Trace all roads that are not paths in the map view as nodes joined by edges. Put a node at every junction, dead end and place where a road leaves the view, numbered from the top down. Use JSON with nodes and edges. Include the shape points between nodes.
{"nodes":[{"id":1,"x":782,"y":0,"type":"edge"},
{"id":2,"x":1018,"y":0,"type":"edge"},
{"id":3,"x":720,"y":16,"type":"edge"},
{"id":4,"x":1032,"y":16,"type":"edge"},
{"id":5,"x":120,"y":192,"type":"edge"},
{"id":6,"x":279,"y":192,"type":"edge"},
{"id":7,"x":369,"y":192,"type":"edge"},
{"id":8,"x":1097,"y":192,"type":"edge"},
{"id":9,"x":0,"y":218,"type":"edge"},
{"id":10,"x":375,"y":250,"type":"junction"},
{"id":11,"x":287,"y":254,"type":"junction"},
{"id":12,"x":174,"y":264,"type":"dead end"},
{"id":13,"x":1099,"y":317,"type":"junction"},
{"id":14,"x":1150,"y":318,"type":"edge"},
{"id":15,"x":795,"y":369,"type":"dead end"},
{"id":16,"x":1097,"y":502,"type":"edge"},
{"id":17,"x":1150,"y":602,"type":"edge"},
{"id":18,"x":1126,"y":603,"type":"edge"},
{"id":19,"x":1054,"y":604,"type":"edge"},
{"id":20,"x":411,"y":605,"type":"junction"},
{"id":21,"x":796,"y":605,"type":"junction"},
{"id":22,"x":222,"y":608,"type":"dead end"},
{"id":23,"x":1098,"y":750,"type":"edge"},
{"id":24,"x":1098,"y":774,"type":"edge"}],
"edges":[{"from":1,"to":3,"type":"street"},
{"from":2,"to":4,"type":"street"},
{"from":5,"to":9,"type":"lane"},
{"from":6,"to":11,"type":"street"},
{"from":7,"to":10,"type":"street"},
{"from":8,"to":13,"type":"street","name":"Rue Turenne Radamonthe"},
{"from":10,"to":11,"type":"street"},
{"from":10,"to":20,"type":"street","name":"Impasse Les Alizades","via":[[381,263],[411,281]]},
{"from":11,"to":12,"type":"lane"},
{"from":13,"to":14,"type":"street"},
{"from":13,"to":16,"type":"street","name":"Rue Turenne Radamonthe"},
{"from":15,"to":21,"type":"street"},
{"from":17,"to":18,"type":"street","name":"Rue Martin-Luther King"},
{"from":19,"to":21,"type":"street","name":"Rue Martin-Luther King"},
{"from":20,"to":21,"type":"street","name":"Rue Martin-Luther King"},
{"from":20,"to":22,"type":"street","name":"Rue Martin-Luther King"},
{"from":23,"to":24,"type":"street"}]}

────────────────────

Work required: If the string "Radamonthe" appears in a line of the entries, report the line.

Solution for this problem:
{"from":8,"to":13,"type":"street","name":"Rue Turenne Radamonthe"},
{"from":13,"to":16,"type":"street","name":"Rue Turenne Radamonthe"},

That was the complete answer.